**WHAT IS NEEDED**
Although the records contain pictures, repeat only the text of every line exactly.

--- INPUT RECORDS ---

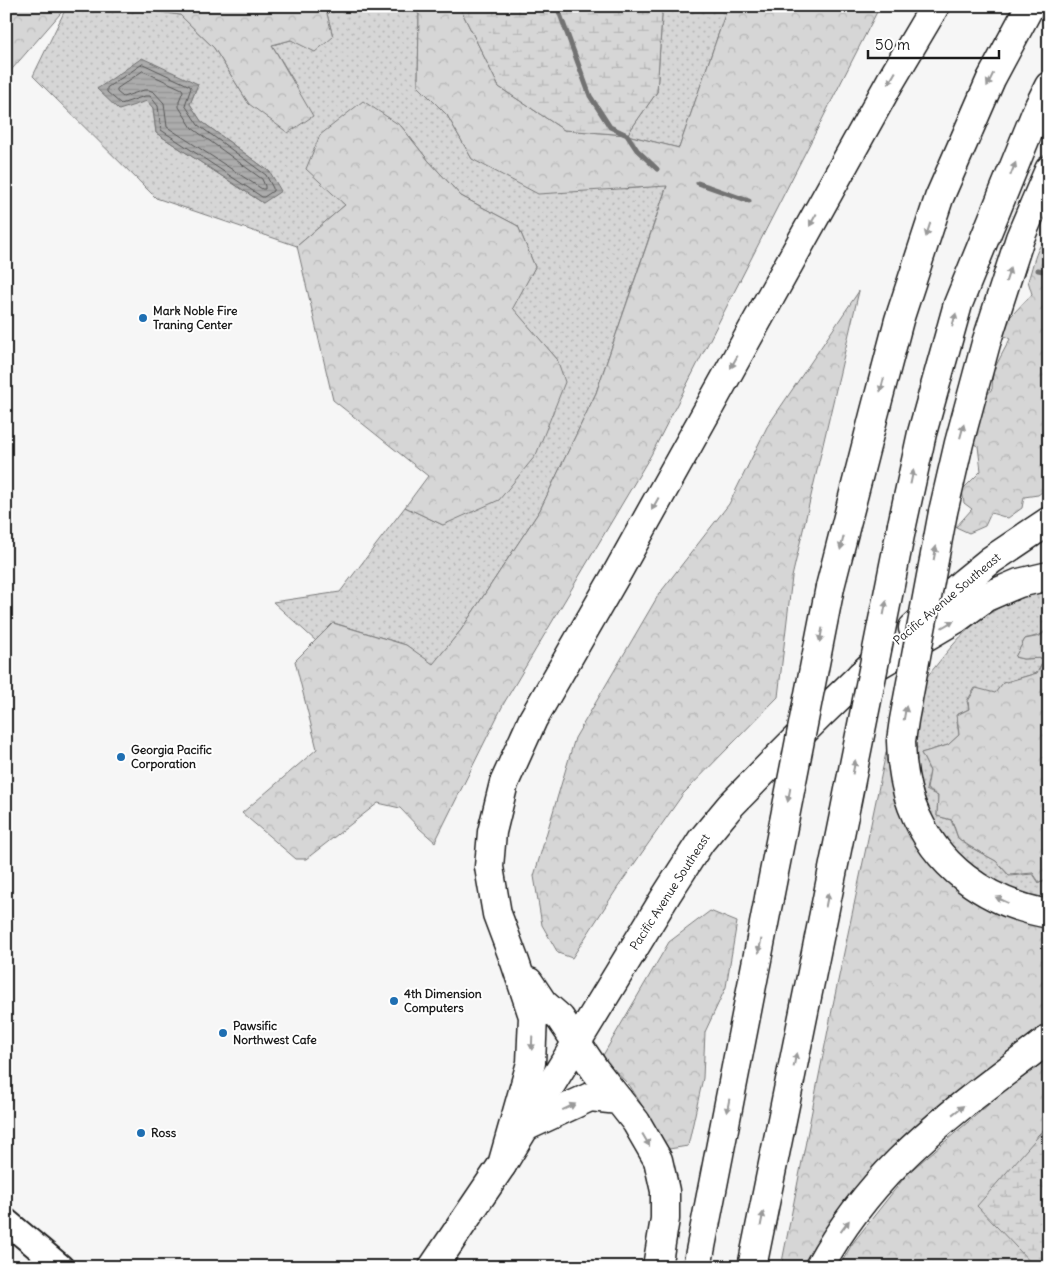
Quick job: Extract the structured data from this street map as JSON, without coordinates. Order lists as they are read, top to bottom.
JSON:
{
  "streets": {
    "main road": ["Pacific Avenue Southeast"]
  },
  "places": [
    "Mark Noble Fire Traning Center",
    "Georgia Pacific Corporation",
    "4th Dimension Computers",
    "Pawsific Northwest Cafe",
    "Ross"
  ],
  "scale_bar": "50 m"
}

---

**OUTPUT OF THE TASK**
Quick job: Extract the structured data from this street map as JSON, without coordinates. Order lists as they are read, top to bottom.
JSON:
{
  "streets": {
    "main road": ["Pacific Avenue Southeast"]
  },
  "places": [
    "Mark Noble Fire Traning Center",
    "Georgia Pacific Corporation",
    "4th Dimension Computers",
    "Pawsific Northwest Cafe",
    "Ross"
  ],
  "scale_bar": "50 m"
}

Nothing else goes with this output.